Tout d’abord, il s’attache à renforcer la sécurité des utilisateurs et des données dans l’espace numérique. Cela implique la mise en place de mesures robustes pour lutter contre la cybercriminalité, protéger la vie privée des individus et prévenir les attaques informatiques. Il peut également encourager la collaboration entre les secteurs public et privé pour améliorer la cybersécurité et renforcer les capacités de réponse aux incidents.
Ensuite, le projet de loi cherche à réguler les plateformes numériques et les réseaux sociaux. Il prévoit d’imposer des obligations aux fournisseurs de services en ligne pour modérer les contenus illicites, tels que la diffusion de discours de haine, la désinformation ou la pornographie infantile. Cette régulation vise à garantir un environnement numérique plus sûr et à responsabiliser les acteurs clés.
Des défis cardinaux.
Toutefois, la criminalité en ligne évolue rapidement. Ainsi, les services répressifs et d’investigation se heurtent régulièrement à de nouveaux défis. Le législateur peine à suivre leur rythme effréné des développements technologiques.

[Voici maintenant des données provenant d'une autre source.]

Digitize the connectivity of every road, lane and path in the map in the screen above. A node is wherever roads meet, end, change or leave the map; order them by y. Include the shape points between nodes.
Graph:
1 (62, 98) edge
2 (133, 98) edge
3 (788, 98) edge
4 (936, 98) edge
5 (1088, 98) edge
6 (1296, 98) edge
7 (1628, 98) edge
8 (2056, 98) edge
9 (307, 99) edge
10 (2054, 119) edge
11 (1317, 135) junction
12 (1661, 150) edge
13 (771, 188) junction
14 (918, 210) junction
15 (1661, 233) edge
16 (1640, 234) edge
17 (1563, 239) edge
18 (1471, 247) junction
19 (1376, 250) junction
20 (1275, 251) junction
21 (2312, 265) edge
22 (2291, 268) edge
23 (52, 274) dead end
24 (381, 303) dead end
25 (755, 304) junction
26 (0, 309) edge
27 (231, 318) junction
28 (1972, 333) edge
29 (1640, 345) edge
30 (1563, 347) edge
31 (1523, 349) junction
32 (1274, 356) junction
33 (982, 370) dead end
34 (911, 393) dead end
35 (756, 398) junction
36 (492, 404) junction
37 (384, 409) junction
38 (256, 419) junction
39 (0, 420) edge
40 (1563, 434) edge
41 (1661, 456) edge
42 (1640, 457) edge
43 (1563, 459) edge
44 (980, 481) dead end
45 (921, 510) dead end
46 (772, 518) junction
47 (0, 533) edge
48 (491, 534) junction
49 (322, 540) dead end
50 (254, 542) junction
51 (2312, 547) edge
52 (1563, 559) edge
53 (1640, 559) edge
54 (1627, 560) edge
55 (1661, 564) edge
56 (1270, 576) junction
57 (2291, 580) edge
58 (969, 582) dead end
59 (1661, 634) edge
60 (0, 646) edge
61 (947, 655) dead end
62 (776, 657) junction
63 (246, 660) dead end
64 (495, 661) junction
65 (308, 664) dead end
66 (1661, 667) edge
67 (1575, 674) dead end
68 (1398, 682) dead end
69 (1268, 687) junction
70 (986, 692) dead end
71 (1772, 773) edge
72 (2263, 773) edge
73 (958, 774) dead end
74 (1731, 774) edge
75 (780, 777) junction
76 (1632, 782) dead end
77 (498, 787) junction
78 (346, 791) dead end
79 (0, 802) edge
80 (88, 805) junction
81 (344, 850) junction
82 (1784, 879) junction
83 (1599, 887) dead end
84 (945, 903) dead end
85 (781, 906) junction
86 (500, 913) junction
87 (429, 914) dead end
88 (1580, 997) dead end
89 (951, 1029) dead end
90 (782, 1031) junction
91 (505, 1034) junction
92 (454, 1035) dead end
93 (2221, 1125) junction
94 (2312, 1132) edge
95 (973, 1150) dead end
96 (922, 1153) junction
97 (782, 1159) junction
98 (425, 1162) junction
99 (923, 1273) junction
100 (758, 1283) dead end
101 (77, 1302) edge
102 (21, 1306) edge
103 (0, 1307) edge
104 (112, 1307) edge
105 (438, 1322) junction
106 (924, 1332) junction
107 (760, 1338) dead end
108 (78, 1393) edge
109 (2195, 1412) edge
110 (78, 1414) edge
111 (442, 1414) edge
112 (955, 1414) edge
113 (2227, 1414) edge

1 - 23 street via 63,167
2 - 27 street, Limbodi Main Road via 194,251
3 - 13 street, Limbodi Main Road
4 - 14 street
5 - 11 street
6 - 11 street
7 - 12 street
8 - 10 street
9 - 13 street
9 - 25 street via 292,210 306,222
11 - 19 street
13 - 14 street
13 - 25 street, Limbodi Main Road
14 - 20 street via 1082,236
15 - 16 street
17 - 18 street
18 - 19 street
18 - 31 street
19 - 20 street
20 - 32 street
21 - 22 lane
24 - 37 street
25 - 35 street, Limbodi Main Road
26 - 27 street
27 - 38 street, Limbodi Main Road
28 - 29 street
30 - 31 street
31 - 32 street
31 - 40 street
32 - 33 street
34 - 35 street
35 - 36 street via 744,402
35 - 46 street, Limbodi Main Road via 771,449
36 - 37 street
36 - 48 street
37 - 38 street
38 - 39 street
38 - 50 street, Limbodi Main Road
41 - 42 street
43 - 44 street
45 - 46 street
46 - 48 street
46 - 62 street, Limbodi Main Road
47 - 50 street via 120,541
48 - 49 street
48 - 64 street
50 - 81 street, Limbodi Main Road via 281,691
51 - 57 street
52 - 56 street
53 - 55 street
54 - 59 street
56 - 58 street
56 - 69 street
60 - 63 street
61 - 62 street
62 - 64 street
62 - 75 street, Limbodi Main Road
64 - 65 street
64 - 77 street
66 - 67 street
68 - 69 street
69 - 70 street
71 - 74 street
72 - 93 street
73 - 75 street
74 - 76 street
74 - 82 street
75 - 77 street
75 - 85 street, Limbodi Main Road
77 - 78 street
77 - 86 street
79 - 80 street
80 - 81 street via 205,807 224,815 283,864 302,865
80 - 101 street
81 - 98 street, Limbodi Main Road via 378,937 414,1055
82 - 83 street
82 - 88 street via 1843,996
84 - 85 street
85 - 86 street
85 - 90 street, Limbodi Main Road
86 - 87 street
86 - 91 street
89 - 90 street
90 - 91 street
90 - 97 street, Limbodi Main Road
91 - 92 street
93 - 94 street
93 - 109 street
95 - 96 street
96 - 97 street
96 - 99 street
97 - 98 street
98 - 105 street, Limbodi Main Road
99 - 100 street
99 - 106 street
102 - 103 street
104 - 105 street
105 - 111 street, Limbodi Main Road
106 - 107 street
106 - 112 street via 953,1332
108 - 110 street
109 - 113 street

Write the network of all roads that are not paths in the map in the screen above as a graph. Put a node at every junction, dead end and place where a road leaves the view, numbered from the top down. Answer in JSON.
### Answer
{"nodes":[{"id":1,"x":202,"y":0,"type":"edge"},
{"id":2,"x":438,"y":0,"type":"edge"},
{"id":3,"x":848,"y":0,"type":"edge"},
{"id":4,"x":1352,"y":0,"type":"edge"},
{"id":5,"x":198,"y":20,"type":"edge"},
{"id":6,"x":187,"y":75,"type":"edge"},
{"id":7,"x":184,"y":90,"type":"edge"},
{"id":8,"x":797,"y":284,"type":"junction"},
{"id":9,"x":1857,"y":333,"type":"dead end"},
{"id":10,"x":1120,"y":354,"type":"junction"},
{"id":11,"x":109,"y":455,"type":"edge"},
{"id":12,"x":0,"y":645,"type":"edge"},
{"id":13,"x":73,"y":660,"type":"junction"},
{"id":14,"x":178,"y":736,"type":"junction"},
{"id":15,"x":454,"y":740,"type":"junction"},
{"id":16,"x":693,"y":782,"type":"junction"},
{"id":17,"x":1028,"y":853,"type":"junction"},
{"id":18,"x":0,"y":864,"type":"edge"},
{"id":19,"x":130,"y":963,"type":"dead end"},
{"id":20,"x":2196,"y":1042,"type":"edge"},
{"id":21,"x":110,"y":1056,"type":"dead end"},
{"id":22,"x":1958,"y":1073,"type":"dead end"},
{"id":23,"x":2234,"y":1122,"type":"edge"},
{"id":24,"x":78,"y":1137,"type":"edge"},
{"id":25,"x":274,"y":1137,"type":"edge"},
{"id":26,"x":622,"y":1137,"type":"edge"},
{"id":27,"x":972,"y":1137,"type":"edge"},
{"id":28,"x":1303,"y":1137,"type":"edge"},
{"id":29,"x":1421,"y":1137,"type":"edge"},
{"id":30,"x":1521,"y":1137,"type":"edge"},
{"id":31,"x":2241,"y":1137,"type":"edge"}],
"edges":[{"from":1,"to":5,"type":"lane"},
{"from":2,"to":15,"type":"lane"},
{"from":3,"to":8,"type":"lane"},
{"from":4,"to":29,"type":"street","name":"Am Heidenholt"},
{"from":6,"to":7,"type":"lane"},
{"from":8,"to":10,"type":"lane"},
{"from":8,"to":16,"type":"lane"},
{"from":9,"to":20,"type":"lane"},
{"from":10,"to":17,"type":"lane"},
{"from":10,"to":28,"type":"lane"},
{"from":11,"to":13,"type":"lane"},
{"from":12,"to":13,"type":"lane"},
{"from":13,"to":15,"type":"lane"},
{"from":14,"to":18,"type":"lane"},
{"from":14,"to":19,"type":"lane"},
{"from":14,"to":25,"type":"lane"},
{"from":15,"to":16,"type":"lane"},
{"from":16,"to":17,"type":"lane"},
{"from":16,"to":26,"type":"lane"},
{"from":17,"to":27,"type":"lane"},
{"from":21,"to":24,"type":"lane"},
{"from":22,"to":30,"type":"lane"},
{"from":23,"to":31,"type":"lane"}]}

Certains critiques soulignent que de telles lois pourraient potentiellement compromettre la liberté d’expression en limitant la possibilité pour les utilisateurs de s’exprimer librement en ligne. Trouver un équilibre délicat entre la sécurité et la protection des droits fondamentaux est donc essentiel.
De plus, l’espace numérique est intrinsèquement mondial, ce qui rend la mise en place d’une régulation cohérente à l’échelle internationale particulièrement complexe. Les lois nationales peuvent différer en termes de limites et de juridictions, ce qui peut entraîner des complications lorsqu’il s’agit de l’application de ces réglementations. La coopération internationale et la coordination des efforts entre les pays sont donc essentielles pour garantir une régulation efficace et harmonisée. Ainsi la vision européenne du projet peut tenter de s’ériger comme un pilier efficace, impactant les partenaires privés qui sont d’une taille mondiale.
Conclusion.
La sécurisation et la régulation de l’espace numérique sont donc des enjeux cruciaux à l’ère de la technologie. Le projet de loi représente une approche française, s’inscrivant dans un projet plus global [8].
Cependant, il est impératif de trouver un équilibre entre la sécurité et la préservation des droits fondamentaux tels que la liberté d’expression. En poursuivant ces objectifs avec prudence et en favorisant la collaboration, nous pourrons avancer vers un espace numérique plus sécurisé, responsable et équitable.